● The data:
* * * * * * *
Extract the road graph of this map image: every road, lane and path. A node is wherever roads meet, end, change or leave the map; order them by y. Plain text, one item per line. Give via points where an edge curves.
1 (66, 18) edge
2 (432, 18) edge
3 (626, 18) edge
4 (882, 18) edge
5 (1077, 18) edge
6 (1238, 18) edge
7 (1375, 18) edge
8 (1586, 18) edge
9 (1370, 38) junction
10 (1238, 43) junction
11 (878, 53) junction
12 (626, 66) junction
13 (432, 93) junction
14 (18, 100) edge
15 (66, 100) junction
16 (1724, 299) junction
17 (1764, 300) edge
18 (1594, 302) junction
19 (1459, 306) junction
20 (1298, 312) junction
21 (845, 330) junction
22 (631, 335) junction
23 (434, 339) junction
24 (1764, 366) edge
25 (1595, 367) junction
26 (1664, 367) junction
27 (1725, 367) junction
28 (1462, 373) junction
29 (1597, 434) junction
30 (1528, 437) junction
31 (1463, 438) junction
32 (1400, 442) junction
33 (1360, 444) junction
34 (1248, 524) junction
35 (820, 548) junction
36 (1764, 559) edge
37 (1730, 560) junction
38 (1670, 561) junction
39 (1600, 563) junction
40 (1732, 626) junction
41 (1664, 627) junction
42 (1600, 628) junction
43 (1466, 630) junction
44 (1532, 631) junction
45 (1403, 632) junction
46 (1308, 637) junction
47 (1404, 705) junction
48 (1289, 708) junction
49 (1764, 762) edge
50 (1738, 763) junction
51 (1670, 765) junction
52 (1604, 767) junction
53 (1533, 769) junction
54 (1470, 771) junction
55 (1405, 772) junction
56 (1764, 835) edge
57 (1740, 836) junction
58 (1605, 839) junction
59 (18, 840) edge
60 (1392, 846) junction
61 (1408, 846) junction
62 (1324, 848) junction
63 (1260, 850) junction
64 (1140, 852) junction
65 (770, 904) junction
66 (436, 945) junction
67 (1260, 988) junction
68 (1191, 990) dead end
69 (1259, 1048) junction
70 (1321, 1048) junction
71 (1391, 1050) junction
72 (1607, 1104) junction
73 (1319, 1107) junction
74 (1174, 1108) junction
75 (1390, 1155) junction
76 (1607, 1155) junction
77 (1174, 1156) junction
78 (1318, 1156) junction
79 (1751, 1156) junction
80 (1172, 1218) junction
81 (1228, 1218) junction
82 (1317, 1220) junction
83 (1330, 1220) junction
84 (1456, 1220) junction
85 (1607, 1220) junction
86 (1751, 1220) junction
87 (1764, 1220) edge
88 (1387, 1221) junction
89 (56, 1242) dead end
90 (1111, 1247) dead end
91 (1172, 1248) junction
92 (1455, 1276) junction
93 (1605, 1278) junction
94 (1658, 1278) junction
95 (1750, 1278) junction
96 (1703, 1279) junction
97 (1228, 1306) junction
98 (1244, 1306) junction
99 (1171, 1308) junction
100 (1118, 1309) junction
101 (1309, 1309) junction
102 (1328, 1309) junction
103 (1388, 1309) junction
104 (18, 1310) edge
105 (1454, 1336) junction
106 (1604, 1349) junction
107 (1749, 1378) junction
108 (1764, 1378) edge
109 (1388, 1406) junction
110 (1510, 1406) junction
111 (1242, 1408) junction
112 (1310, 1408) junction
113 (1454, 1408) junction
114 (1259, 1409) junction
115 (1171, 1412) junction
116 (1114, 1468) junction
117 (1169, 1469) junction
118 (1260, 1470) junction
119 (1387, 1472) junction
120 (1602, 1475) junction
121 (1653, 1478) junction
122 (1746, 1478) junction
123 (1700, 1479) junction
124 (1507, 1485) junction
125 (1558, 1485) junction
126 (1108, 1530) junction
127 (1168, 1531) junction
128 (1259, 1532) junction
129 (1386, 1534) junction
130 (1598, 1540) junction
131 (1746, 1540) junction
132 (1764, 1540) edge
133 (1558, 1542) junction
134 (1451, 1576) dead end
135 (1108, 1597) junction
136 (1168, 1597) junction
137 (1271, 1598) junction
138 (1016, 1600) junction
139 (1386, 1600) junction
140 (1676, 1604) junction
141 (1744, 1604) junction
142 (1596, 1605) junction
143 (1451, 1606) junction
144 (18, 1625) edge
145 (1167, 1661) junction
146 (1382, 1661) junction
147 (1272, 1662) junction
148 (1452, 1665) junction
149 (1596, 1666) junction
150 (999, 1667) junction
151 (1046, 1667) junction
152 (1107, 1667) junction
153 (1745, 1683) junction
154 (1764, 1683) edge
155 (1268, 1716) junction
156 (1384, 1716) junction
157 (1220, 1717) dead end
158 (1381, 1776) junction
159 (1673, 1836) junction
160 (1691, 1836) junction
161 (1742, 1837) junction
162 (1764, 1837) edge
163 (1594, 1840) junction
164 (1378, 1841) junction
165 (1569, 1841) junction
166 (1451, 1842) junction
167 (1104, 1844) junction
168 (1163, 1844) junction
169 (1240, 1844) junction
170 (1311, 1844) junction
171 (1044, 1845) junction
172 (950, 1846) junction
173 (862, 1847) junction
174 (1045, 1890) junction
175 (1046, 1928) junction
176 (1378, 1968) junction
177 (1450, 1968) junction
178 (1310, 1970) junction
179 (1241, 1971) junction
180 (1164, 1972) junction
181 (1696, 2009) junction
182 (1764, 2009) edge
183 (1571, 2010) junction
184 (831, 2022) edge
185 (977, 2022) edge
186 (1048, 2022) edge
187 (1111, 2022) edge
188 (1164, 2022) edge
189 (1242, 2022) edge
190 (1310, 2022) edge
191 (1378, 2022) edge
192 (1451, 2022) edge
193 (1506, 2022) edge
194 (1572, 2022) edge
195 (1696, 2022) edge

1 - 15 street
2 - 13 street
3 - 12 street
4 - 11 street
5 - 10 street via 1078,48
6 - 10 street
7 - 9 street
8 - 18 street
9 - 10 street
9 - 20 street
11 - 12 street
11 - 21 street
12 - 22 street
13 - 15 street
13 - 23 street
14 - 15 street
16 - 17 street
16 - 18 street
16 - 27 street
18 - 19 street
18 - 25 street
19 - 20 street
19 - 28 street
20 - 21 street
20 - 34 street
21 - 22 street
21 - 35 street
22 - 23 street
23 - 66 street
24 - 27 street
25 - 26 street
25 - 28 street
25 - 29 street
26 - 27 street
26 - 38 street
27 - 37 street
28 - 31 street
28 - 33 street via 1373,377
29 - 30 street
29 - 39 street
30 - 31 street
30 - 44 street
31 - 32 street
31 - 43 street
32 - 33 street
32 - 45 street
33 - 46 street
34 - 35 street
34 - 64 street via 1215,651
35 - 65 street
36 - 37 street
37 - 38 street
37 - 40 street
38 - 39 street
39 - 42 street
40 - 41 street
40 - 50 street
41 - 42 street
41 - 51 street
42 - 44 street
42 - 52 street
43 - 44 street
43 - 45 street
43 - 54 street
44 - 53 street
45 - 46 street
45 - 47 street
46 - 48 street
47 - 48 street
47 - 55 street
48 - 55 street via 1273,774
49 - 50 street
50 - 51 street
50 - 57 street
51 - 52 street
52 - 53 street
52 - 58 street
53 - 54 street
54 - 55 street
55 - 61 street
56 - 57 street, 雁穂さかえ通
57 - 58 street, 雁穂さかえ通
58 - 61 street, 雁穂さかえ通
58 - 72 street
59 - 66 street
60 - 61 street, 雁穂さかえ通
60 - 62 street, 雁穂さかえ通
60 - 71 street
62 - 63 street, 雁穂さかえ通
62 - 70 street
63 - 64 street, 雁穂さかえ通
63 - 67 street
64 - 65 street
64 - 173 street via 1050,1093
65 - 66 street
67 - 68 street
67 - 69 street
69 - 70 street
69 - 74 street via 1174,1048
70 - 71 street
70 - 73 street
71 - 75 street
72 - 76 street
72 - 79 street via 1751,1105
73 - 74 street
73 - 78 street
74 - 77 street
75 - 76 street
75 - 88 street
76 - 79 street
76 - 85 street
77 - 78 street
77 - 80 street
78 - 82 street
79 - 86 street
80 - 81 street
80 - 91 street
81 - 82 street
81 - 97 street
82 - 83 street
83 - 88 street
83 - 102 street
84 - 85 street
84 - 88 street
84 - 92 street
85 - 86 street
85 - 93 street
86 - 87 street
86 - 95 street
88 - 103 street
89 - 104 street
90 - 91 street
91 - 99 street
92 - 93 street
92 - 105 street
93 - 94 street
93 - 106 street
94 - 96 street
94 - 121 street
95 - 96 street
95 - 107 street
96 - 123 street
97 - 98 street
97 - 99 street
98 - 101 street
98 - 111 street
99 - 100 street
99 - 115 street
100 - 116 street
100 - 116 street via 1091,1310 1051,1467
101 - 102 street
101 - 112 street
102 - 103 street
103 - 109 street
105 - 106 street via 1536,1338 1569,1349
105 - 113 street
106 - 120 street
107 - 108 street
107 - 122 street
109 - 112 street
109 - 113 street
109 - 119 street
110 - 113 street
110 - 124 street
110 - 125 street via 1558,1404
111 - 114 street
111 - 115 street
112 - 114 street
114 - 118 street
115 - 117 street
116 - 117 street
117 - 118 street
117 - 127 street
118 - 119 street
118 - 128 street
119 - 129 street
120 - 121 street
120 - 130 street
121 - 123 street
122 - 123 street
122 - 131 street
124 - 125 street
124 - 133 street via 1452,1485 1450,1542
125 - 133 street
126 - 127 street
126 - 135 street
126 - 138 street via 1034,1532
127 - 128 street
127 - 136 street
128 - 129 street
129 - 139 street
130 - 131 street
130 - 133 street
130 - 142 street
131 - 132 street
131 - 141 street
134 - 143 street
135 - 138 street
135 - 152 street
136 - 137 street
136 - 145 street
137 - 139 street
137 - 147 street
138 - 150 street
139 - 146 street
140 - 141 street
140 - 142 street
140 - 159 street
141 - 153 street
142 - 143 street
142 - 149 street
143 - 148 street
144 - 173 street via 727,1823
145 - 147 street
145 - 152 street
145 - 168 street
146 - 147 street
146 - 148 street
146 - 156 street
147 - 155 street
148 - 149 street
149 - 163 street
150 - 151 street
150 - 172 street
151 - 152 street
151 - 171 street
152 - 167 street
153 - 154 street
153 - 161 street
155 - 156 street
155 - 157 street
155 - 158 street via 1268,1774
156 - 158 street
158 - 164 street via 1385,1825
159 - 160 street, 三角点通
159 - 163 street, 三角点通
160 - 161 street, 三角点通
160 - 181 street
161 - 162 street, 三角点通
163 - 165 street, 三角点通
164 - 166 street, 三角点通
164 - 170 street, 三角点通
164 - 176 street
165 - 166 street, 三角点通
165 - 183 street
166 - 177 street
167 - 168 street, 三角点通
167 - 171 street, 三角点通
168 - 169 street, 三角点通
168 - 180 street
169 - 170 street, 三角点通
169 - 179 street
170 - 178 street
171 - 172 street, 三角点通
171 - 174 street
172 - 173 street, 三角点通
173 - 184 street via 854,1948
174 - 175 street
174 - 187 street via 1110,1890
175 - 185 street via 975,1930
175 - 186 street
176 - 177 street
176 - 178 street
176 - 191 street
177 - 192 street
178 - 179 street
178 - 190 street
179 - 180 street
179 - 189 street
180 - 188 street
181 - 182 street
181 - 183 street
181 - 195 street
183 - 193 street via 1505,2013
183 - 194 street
* * * * * * *
● Task objective:
Search the data above for the word "dead". Copy each line it is in.

● Output of the task:
68 (1191, 990) dead end
89 (56, 1242) dead end
90 (1111, 1247) dead end
134 (1451, 1576) dead end
157 (1220, 1717) dead end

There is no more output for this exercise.